[Extracted records]
>>>>
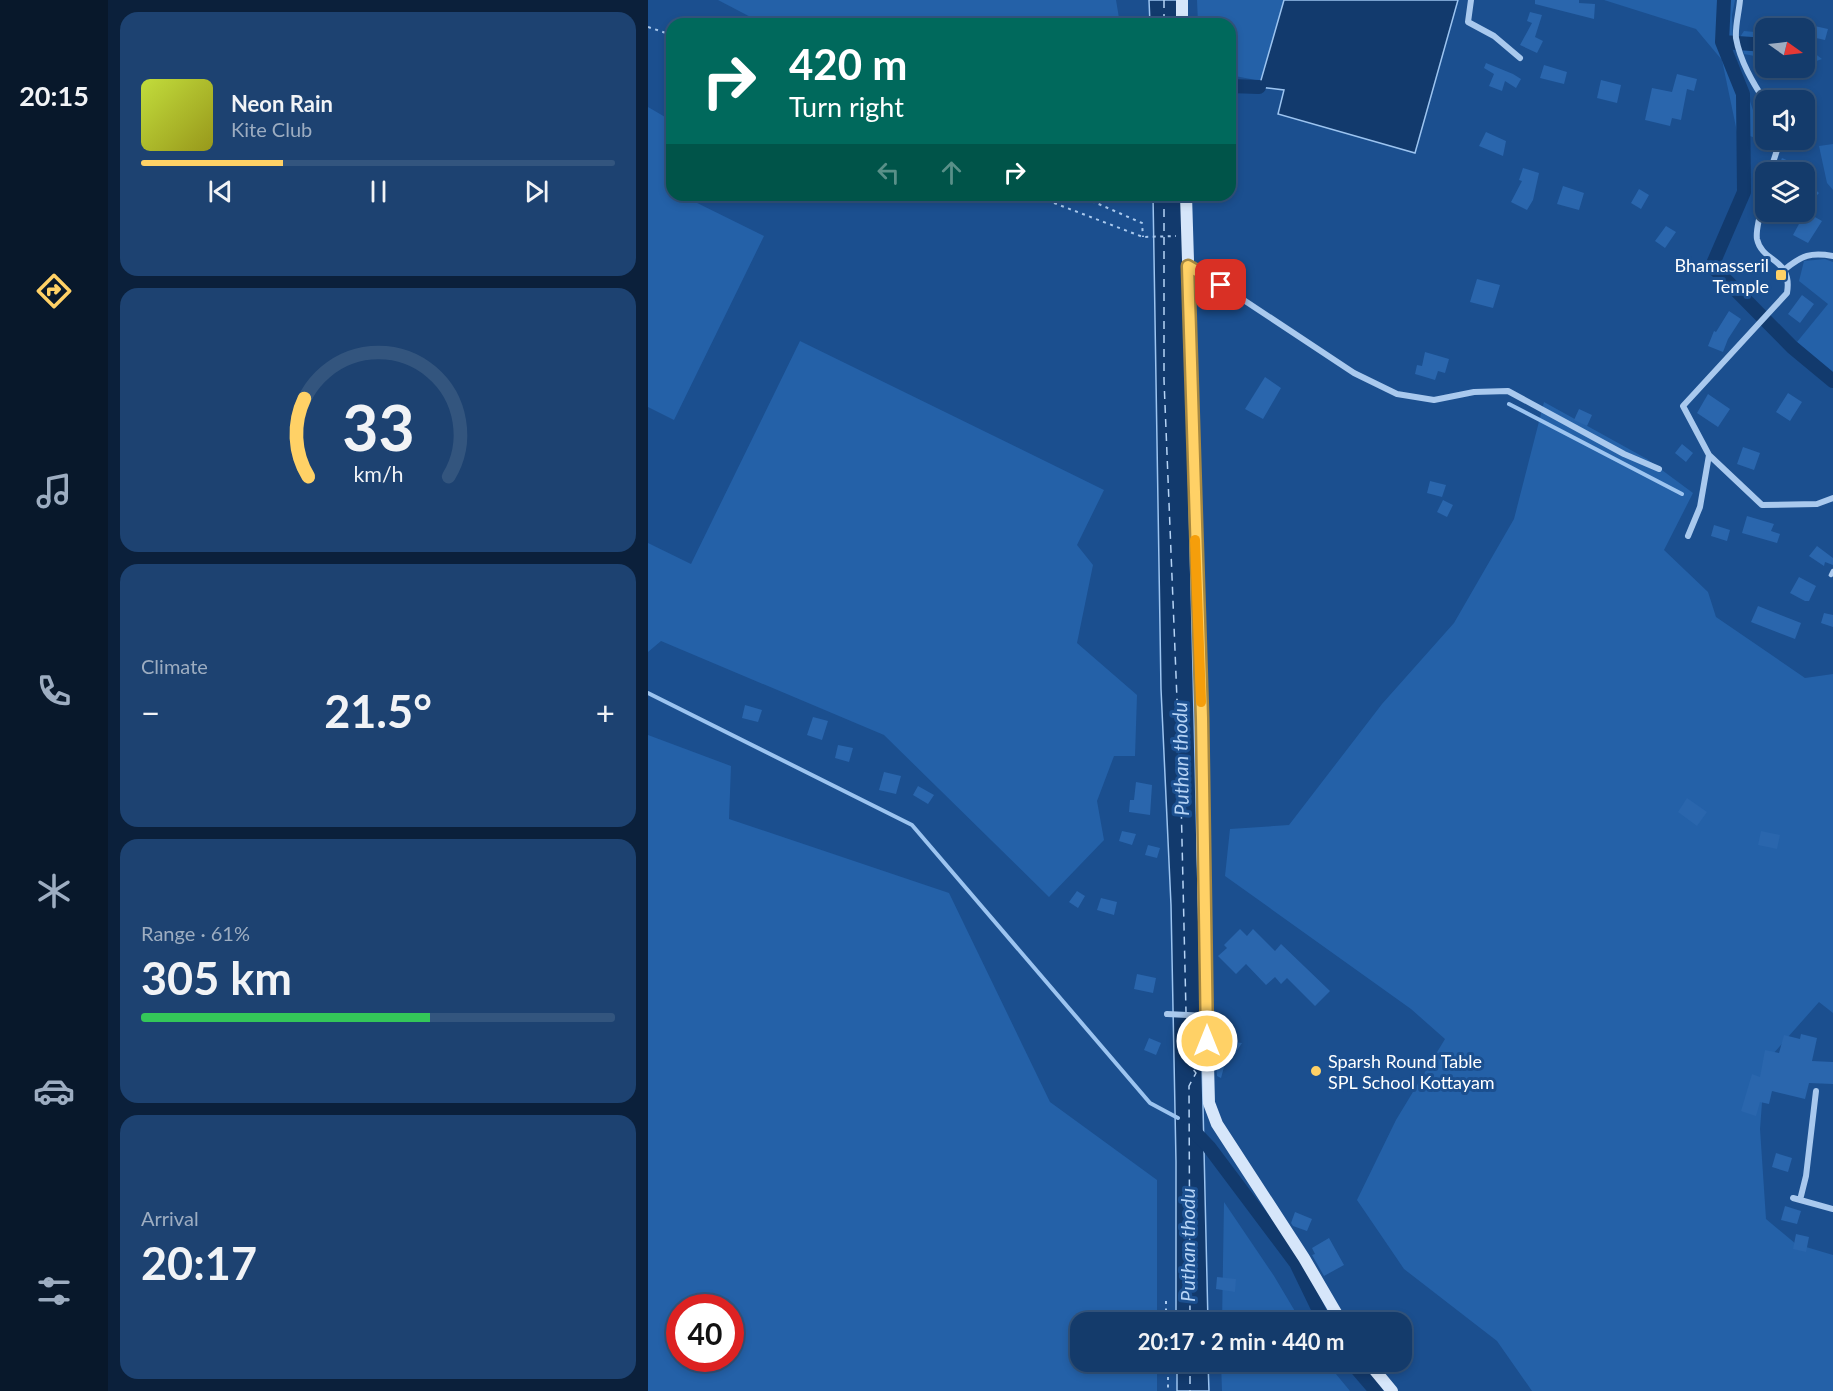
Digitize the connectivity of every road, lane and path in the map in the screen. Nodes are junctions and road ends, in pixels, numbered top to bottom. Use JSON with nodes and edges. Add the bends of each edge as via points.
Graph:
{"nodes":[{"id":1,"x":1182,"y":0,"type":"edge"},
{"id":2,"x":1471,"y":0,"type":"edge"},
{"id":3,"x":1740,"y":0,"type":"edge"},
{"id":4,"x":1182,"y":18,"type":"edge"},
{"id":5,"x":648,"y":27,"type":"edge"},
{"id":6,"x":666,"y":33,"type":"edge"},
{"id":7,"x":1520,"y":58,"type":"dead end"},
{"id":8,"x":1757,"y":90,"type":"edge"},
{"id":9,"x":1049,"y":201,"type":"edge"},
{"id":10,"x":1092,"y":201,"type":"edge"},
{"id":11,"x":1186,"y":201,"type":"edge"},
{"id":12,"x":1760,"y":222,"type":"edge"},
{"id":13,"x":1187,"y":235,"type":"junction"},
{"id":14,"x":1143,"y":237,"type":"junction"},
{"id":15,"x":1833,"y":256,"type":"edge"},
{"id":16,"x":1188,"y":266,"type":"junction"},
{"id":17,"x":1784,"y":270,"type":"junction"},
{"id":18,"x":1709,"y":454,"type":"junction"},
{"id":19,"x":1659,"y":469,"type":"dead end"},
{"id":20,"x":1833,"y":498,"type":"edge"},
{"id":21,"x":1688,"y":536,"type":"dead end"},
{"id":22,"x":1167,"y":1014,"type":"dead end"},
{"id":23,"x":1207,"y":1016,"type":"junction"},
{"id":24,"x":1816,"y":1091,"type":"dead end"},
{"id":25,"x":1833,"y":1209,"type":"edge"},
{"id":26,"x":1166,"y":1301,"type":"dead end"},
{"id":27,"x":1166,"y":1312,"type":"edge"},
{"id":28,"x":1336,"y":1312,"type":"edge"},
{"id":29,"x":1167,"y":1372,"type":"edge"},
{"id":30,"x":1376,"y":1372,"type":"edge"},
{"id":31,"x":1168,"y":1391,"type":"edge"},
{"id":32,"x":1392,"y":1391,"type":"edge"}],
"edges":[{"from":1,"to":4,"type":"street"},
{"from":2,"to":7,"type":"street","via":[[1468,22],[1494,36]]},
{"from":3,"to":8,"type":"street","via":[[1736,36]]},
{"from":5,"to":6,"type":"path"},
{"from":9,"to":14,"type":"path"},
{"from":10,"to":14,"type":"path","via":[[1142,223]]},
{"from":11,"to":13,"type":"street"},
{"from":12,"to":17,"type":"street","via":[[1757,238],[1761,247]]},
{"from":13,"to":14,"type":"path"},
{"from":13,"to":16,"type":"street"},
{"from":15,"to":17,"type":"street","via":[[1815,253]]},
{"from":16,"to":19,"type":"street","via":[[1354,373],[1398,394],[1434,400],[1474,392],[1508,391]]},
{"from":16,"to":23,"type":"street"},
{"from":17,"to":18,"type":"street","via":[[1789,281],[1786,293],[1683,406]]},
{"from":18,"to":20,"type":"street","via":[[1762,505],[1818,504]]},
{"from":18,"to":21,"type":"street","via":[[1700,507]]},
{"from":22,"to":23,"type":"street"},
{"from":23,"to":28,"type":"street","via":[[1209,1104],[1217,1124]]},
{"from":24,"to":25,"type":"street","via":[[1806,1176],[1796,1199]]},
{"from":26,"to":27,"type":"path"},
{"from":29,"to":31,"type":"path"},
{"from":30,"to":32,"type":"street"}]}
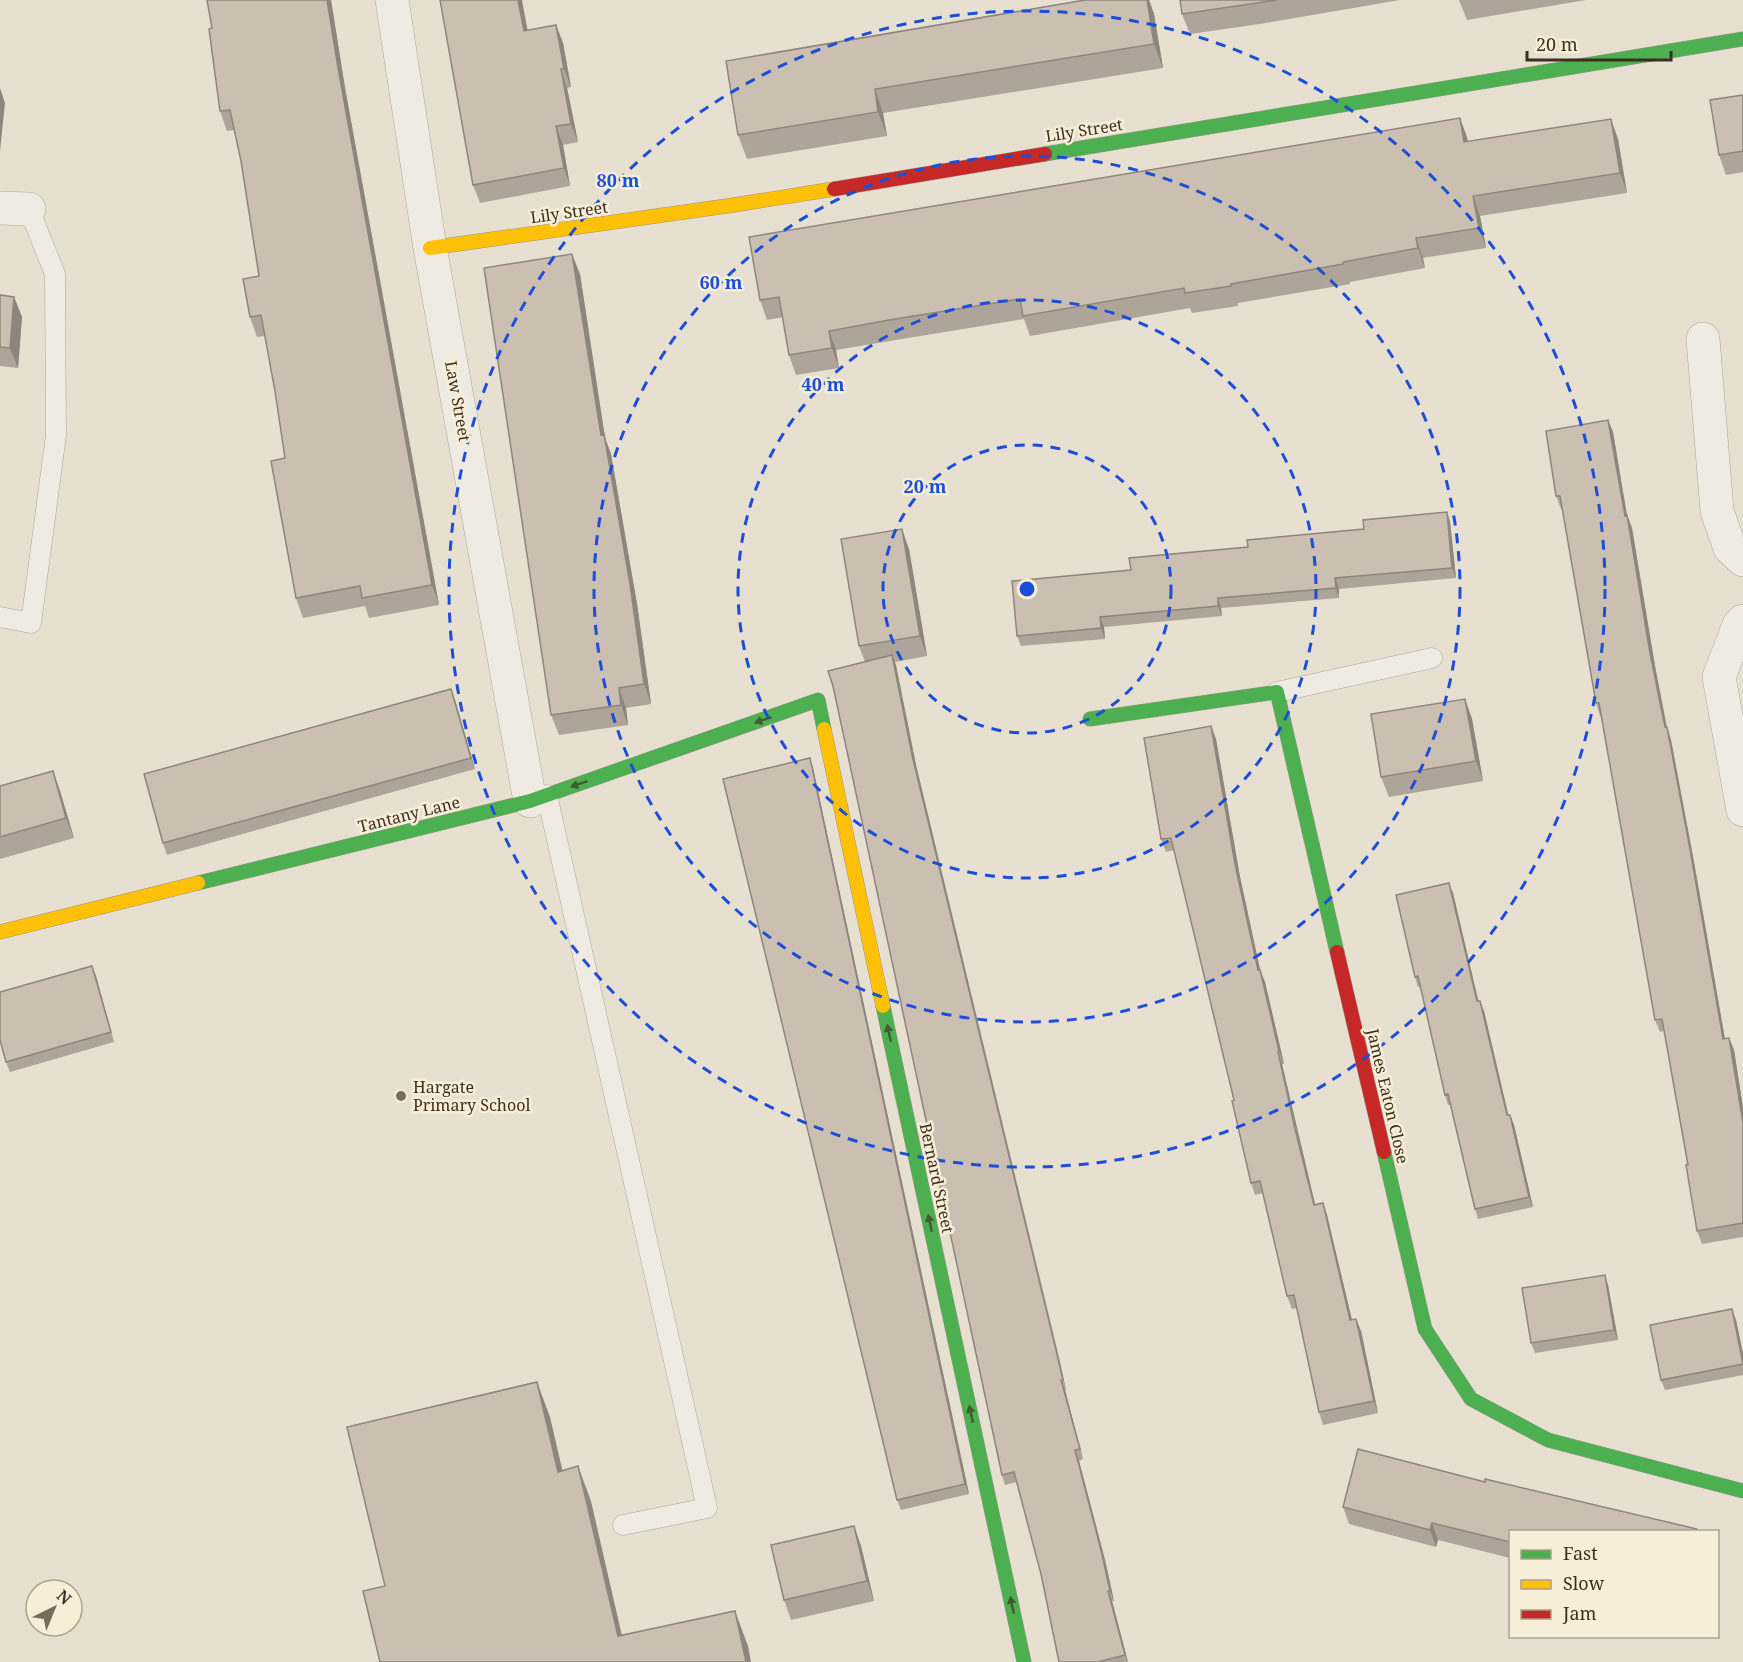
<<<<
EXERCISE DETAILS
When you copy the data, keep every line exact and drop the pictures.

EXERCISE RESPONSE
Digitize the connectivity of every road, lane and path in the map in the screen. Nodes are junctions and road ends, in pixels, numbered top to bottom. Use JSON with nodes and edges. Add the bends of each edge as via points.
Graph:
{"nodes":[{"id":1,"x":1182,"y":0,"type":"edge"},
{"id":2,"x":1471,"y":0,"type":"edge"},
{"id":3,"x":1740,"y":0,"type":"edge"},
{"id":4,"x":1182,"y":18,"type":"edge"},
{"id":5,"x":648,"y":27,"type":"edge"},
{"id":6,"x":666,"y":33,"type":"edge"},
{"id":7,"x":1520,"y":58,"type":"dead end"},
{"id":8,"x":1757,"y":90,"type":"edge"},
{"id":9,"x":1049,"y":201,"type":"edge"},
{"id":10,"x":1092,"y":201,"type":"edge"},
{"id":11,"x":1186,"y":201,"type":"edge"},
{"id":12,"x":1760,"y":222,"type":"edge"},
{"id":13,"x":1187,"y":235,"type":"junction"},
{"id":14,"x":1143,"y":237,"type":"junction"},
{"id":15,"x":1833,"y":256,"type":"edge"},
{"id":16,"x":1188,"y":266,"type":"junction"},
{"id":17,"x":1784,"y":270,"type":"junction"},
{"id":18,"x":1709,"y":454,"type":"junction"},
{"id":19,"x":1659,"y":469,"type":"dead end"},
{"id":20,"x":1833,"y":498,"type":"edge"},
{"id":21,"x":1688,"y":536,"type":"dead end"},
{"id":22,"x":1167,"y":1014,"type":"dead end"},
{"id":23,"x":1207,"y":1016,"type":"junction"},
{"id":24,"x":1816,"y":1091,"type":"dead end"},
{"id":25,"x":1833,"y":1209,"type":"edge"},
{"id":26,"x":1166,"y":1301,"type":"dead end"},
{"id":27,"x":1166,"y":1312,"type":"edge"},
{"id":28,"x":1336,"y":1312,"type":"edge"},
{"id":29,"x":1167,"y":1372,"type":"edge"},
{"id":30,"x":1376,"y":1372,"type":"edge"},
{"id":31,"x":1168,"y":1391,"type":"edge"},
{"id":32,"x":1392,"y":1391,"type":"edge"}],
"edges":[{"from":1,"to":4,"type":"street"},
{"from":2,"to":7,"type":"street","via":[[1468,22],[1494,36]]},
{"from":3,"to":8,"type":"street","via":[[1736,36]]},
{"from":5,"to":6,"type":"path"},
{"from":9,"to":14,"type":"path"},
{"from":10,"to":14,"type":"path","via":[[1142,223]]},
{"from":11,"to":13,"type":"street"},
{"from":12,"to":17,"type":"street","via":[[1757,238],[1761,247]]},
{"from":13,"to":14,"type":"path"},
{"from":13,"to":16,"type":"street"},
{"from":15,"to":17,"type":"street","via":[[1815,253]]},
{"from":16,"to":19,"type":"street","via":[[1354,373],[1398,394],[1434,400],[1474,392],[1508,391]]},
{"from":16,"to":23,"type":"street"},
{"from":17,"to":18,"type":"street","via":[[1789,281],[1786,293],[1683,406]]},
{"from":18,"to":20,"type":"street","via":[[1762,505],[1818,504]]},
{"from":18,"to":21,"type":"street","via":[[1700,507]]},
{"from":22,"to":23,"type":"street"},
{"from":23,"to":28,"type":"street","via":[[1209,1104],[1217,1124]]},
{"from":24,"to":25,"type":"street","via":[[1806,1176],[1796,1199]]},
{"from":26,"to":27,"type":"path"},
{"from":29,"to":31,"type":"path"},
{"from":30,"to":32,"type":"street"}]}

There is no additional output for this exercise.